Code Large Language Models (LLMs) like GitHub Copilot, Amazon CodeWhisperer, and Code Llama have revolutionized software development, boosting productivity for millions of developers. By 2028, it is estimated that 75% of enterprise software engineers will rely on AI Coding Assistants. However, Code LLMs raise significant security concerns, with studies indicating that 40% of programs generated by GitHub Copilot are vulnerable. Thus, there is an urgent need to ensure the safety of Code LLMs.
In this lecture, I will begin by reviewing the traditional methods used to evaluate the functional correctness and security of code produced by LLMs, pointing out the inherent limitations of these approaches. I will then introduce a new benchmark and new metrics we've developed to more accurately assess the correctness and security of Code LLMs. I will delve into how Code LLMs generate code and our research on the security of the state-of-the-art models. Finally, I will discuss future research directions and challenges of how to generate secure code.

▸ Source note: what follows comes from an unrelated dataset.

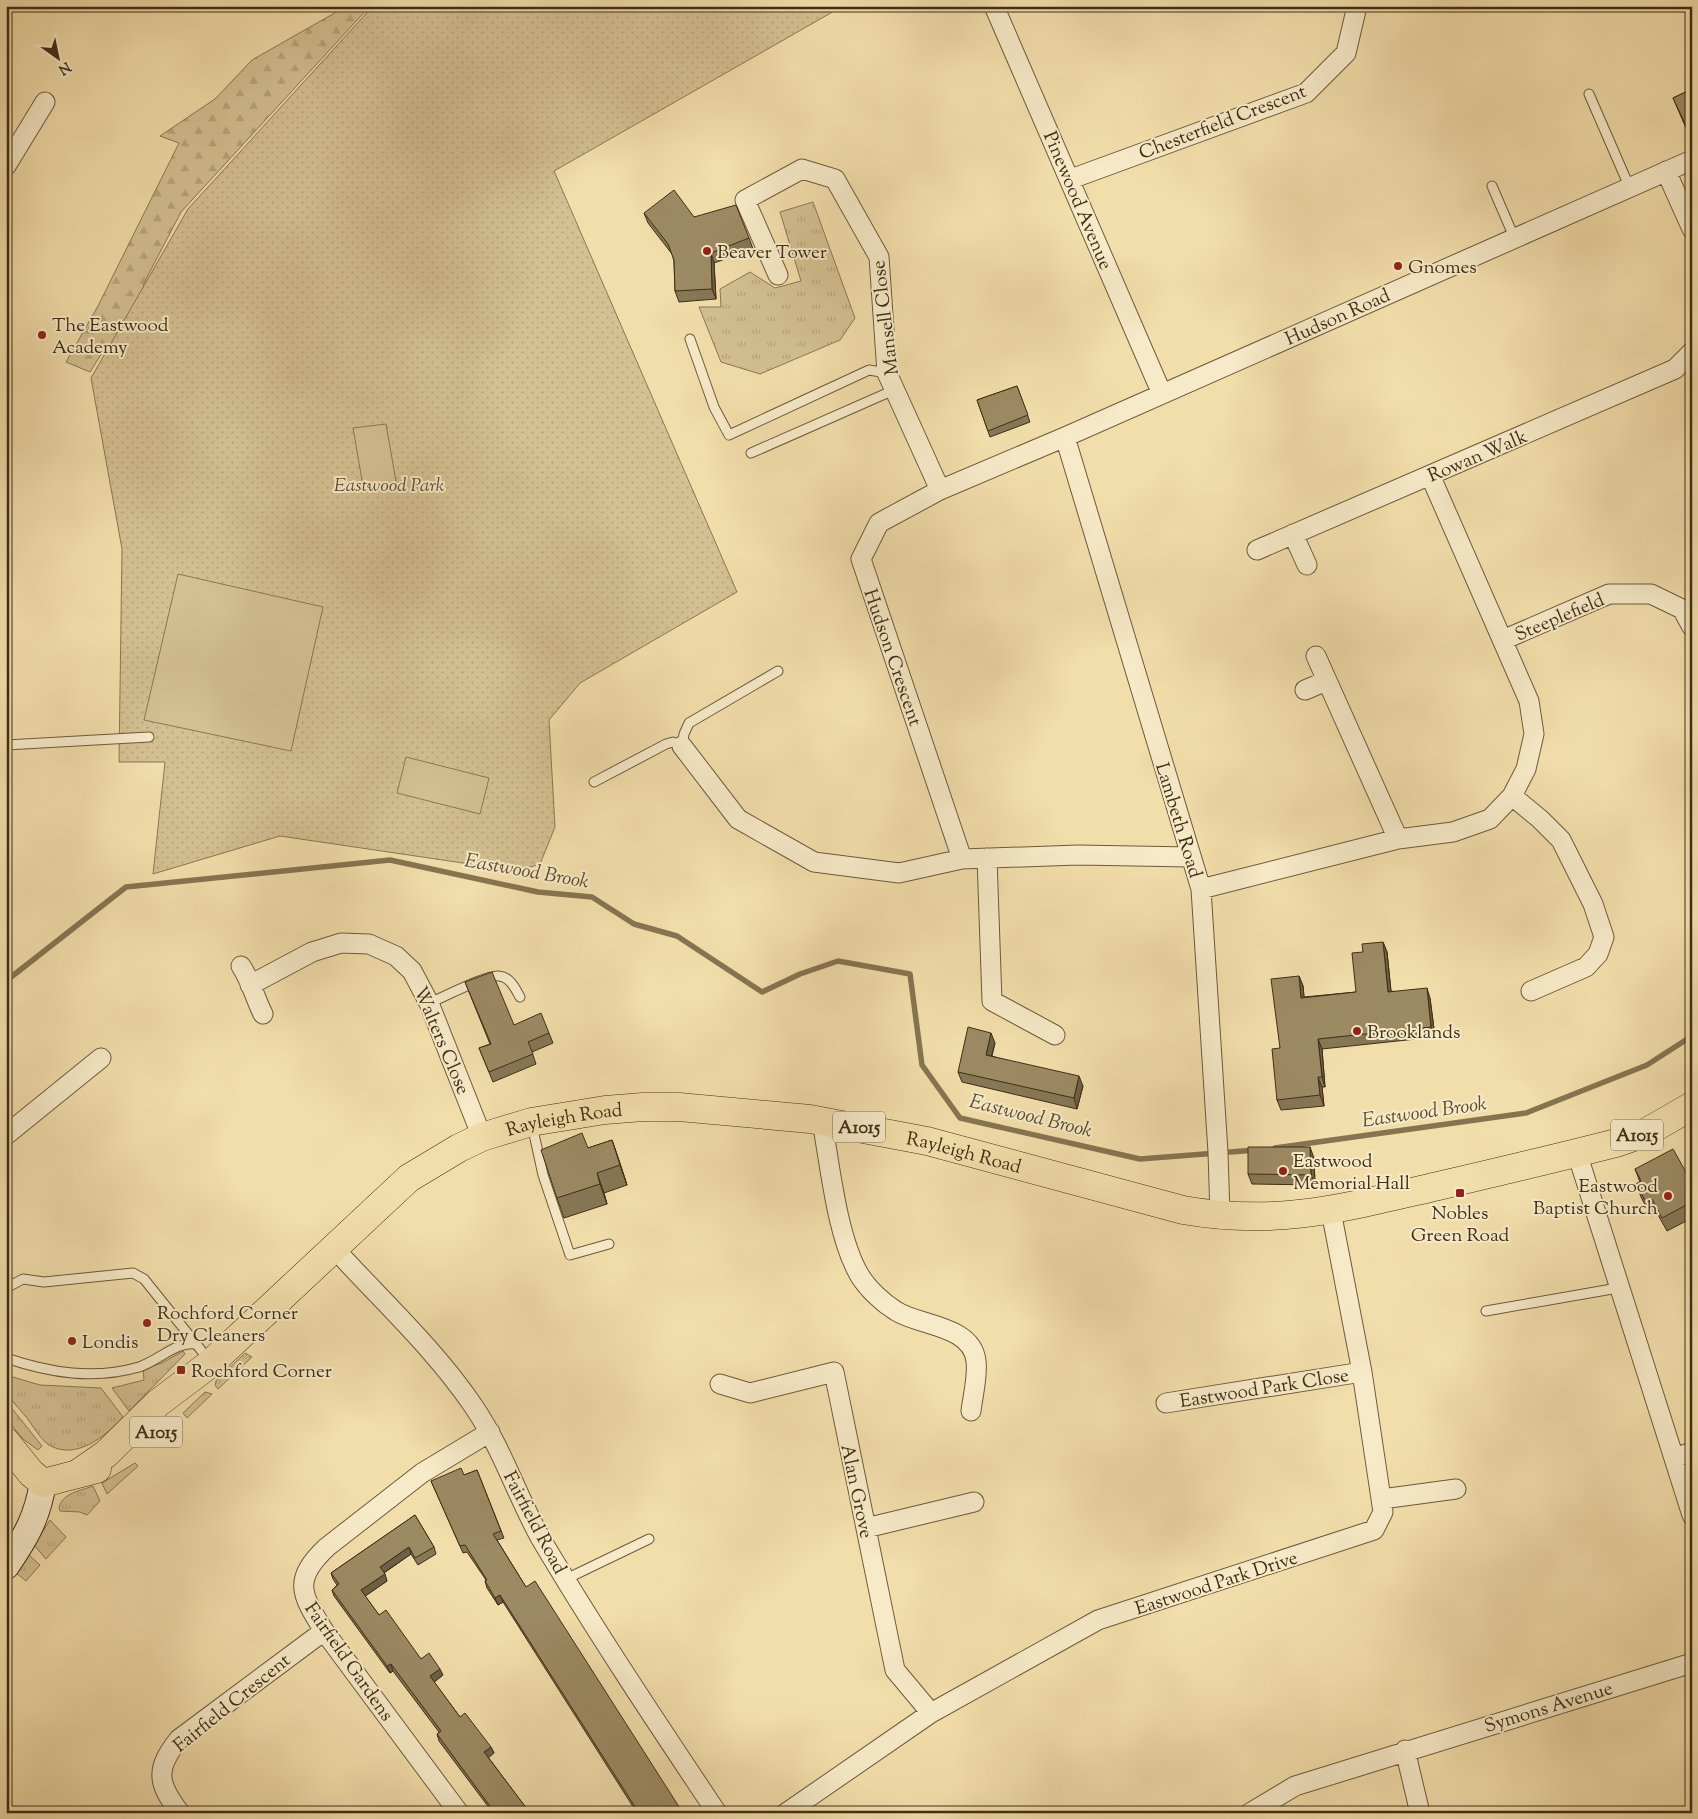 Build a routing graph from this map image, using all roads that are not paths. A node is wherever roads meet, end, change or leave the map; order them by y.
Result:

Yizheng Chen is an Assistant Professor of Computer Science at the University of Maryland. She works at the intersection of AI and security. Her research focuses on Code Large Language Models and AI Security. Previously, she received her Ph.D. in Computer Science from the Georgia Institute of Technology, and was a postdoc at University of California, Berkeley and Columbia University. Her work has received an ACM CCS Best Paper Award Runner-up, a Google ASPIRE Award, and Top 10 Finalist of the CSAW Applied Research Competition. She is a recipient of the Anita Borg Memorial Scholarship. Her recent work has been adopted by Google DeepMind, Amazon CodeWhisperer, and OpenAI.